China trade war headlines G20 finance ministers meeting

China trade war headlines G20 finance ministers meeting

China trade war headlines G20 finance ministers meeting

"The principal threat stems from continuing trade tensions", said Lagarde, adding that the International Monetary Fund estimates the tariffs could reduce the level of global GDP by 0.5 percent in 2020, or about $455 billion.

The initiative was debated on Thursday during a G20 Ministerial Symposium in the Japanese city of Fukuoka, with the world's leading industrialized countries coming out in favour of setting up a new tax model that is adapted to the digital economy, reports Efe news.

There we expect the United States and China to find a way to get to an agreement. "Not the flawless outcome but a good outcome", said EU Economic and Monetary Affairs Commissioner Pierre Moscovici, who admitted that reaching agreement was "not an easy task".

"So it's high time that we put an end to those tensions and we should avoid trade wars which would have real deep negative impact and long-term impact on global growth", he said.

"If anything I would say as a result of tariffs on China there are a lot of companies that are moving that production to other countries that I think will be a big boom for those economies, there will be winners and losers, there are clearly countries that will be big beneficiaries on movement" of production, he said.

He and other members of President Donald Trump's administration contend that the ripple effects of the billions of dollars in tariffs imposed by Washington on Chinese exports over the past year are creating new business opportunities for other businesses in the USA and other countries.

U.S. Treasury Secretary Steven Mnuchin said on Sunday that President Donald Trump might ease U.S. restrictions on Huawei if there was progress in the trade row with China - but absent a deal, Washington would maintain tariffs to cut its deficit. He said the United States had "significant concerns" and stated "I don't like them".

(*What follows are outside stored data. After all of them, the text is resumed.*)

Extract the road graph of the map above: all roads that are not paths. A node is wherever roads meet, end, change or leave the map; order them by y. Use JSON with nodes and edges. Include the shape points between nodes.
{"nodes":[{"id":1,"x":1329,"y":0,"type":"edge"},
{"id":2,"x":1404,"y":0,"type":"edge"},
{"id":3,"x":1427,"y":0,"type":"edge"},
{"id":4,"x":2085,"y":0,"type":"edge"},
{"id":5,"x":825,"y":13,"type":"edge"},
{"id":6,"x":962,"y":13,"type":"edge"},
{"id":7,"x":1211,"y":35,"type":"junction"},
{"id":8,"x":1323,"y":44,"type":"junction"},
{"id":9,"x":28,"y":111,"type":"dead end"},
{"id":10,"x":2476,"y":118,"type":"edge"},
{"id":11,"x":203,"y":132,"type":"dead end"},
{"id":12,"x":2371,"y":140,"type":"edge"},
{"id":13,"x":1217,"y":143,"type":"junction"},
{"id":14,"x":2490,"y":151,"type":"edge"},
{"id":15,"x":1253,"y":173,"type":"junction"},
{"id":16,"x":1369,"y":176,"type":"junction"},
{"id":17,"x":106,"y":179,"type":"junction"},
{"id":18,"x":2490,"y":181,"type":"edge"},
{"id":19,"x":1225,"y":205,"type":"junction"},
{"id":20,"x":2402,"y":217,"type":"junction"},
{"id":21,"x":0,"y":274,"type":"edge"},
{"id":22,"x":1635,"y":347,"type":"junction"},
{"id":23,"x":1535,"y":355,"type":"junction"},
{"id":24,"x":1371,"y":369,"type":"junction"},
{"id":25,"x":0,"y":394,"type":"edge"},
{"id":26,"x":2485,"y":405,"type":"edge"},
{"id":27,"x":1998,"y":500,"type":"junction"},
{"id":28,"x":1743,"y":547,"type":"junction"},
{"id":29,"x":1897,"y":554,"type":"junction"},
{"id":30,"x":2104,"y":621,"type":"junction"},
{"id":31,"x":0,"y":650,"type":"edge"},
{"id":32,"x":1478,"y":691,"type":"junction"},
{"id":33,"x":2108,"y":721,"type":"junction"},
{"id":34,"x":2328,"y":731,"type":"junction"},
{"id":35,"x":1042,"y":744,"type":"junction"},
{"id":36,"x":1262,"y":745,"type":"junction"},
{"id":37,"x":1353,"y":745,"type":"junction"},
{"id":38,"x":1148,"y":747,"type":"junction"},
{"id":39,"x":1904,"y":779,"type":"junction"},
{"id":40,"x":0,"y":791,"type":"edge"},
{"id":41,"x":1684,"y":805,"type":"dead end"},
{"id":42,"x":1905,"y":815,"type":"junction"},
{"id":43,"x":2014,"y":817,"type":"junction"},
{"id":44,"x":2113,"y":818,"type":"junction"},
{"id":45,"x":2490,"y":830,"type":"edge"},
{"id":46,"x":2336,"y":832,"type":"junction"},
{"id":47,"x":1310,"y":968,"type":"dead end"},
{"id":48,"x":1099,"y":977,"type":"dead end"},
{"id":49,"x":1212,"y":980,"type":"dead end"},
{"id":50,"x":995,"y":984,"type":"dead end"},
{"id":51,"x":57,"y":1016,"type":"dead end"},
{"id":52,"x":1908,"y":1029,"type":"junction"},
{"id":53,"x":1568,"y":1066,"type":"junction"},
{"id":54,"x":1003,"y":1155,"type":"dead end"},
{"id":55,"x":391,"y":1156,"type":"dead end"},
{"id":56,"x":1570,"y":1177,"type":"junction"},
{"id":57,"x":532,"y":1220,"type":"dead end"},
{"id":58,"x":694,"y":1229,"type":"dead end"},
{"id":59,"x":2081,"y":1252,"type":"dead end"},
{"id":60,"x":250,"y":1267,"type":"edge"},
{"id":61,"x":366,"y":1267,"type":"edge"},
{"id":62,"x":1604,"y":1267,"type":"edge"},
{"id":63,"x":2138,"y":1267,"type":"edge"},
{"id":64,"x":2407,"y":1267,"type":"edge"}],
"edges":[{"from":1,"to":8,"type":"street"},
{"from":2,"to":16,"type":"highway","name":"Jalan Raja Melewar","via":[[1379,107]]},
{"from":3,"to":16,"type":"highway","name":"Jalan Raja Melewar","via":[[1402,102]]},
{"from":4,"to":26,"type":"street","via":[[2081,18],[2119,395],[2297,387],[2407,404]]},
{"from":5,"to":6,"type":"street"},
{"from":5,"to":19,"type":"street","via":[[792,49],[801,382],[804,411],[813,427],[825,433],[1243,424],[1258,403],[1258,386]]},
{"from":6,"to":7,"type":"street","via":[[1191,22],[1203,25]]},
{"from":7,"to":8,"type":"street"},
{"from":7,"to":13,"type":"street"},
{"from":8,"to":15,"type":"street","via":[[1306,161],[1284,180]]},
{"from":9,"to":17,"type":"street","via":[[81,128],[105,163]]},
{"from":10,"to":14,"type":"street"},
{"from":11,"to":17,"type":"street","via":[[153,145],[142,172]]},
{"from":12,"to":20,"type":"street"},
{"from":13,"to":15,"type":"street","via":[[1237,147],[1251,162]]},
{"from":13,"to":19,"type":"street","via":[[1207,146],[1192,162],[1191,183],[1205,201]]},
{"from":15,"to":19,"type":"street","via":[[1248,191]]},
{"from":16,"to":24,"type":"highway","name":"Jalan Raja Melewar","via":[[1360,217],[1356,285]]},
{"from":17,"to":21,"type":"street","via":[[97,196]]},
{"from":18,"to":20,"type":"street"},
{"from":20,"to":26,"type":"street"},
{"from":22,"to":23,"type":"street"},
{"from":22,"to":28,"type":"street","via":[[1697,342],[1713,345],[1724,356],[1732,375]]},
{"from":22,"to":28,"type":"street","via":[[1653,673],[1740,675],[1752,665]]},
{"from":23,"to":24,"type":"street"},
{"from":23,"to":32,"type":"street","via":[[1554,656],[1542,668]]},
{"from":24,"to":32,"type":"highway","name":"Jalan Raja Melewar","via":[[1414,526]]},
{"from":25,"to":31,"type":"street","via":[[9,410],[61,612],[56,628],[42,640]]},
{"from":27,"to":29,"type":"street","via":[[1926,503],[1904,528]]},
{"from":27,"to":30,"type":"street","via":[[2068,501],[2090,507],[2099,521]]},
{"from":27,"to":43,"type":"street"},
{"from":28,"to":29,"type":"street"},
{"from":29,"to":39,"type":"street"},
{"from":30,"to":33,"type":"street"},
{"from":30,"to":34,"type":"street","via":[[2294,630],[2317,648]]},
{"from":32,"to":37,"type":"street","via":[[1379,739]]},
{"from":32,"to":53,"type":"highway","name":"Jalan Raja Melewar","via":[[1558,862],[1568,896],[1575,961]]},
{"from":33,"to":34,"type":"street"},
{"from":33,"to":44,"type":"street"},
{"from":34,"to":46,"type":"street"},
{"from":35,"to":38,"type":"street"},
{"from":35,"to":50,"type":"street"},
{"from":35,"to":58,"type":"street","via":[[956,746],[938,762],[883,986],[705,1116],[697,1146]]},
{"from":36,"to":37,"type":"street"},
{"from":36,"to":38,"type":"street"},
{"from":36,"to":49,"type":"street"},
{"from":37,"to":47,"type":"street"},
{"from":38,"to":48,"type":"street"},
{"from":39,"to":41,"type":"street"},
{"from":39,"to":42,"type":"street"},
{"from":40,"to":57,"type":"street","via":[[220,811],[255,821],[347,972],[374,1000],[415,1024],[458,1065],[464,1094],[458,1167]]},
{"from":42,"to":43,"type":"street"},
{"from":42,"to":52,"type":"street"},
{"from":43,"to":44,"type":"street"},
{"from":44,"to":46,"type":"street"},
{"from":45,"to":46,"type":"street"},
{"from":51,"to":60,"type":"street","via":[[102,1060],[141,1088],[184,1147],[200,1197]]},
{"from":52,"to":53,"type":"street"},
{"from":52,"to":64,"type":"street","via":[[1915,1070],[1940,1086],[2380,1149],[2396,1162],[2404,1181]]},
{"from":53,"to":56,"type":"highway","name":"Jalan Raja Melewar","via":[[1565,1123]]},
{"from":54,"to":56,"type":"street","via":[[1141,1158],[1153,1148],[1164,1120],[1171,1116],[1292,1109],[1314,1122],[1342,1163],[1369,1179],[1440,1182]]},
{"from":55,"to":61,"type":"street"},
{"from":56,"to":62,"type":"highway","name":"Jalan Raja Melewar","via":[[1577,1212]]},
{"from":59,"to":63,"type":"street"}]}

On Sunday, U.S. Treasury Secretary Steven Mnuchin met with China's central bank Gov. Yi Gang.

Trump has already imposed 25 percent tariffs on 200 billion USA dollars worth of Chinese goods, but is now weighing whether to impose new tariffs on other Chinese products worth 325 billion dollars.

But Moscovici was more positive, saying he was "rather optimistic" the G20 would clinch agreement on a new set of global tax rules by 2020. "But there's no conclusion yet" on the language of trade, the official told reporters.

In a G-20 group meeting later in the day, the two were seen exchanging friendly remarks, but there were no fresh signs Beijing is ready to compromise in the dispute over trade and technology.

Their official agenda on Saturday was focused on longer-term, more technical issues such as improving standards for corporate governance, policing cyber-currencies and reforming tax systems to ensure they are fair for both traditional and new, online-based industries.

"Central banks are heroes", OECD secretary general Angel Gurria told Bloomberg Television in an interview during the meetings.

Solving the issue will require wholesale changes to the way society is organized, added Gurria.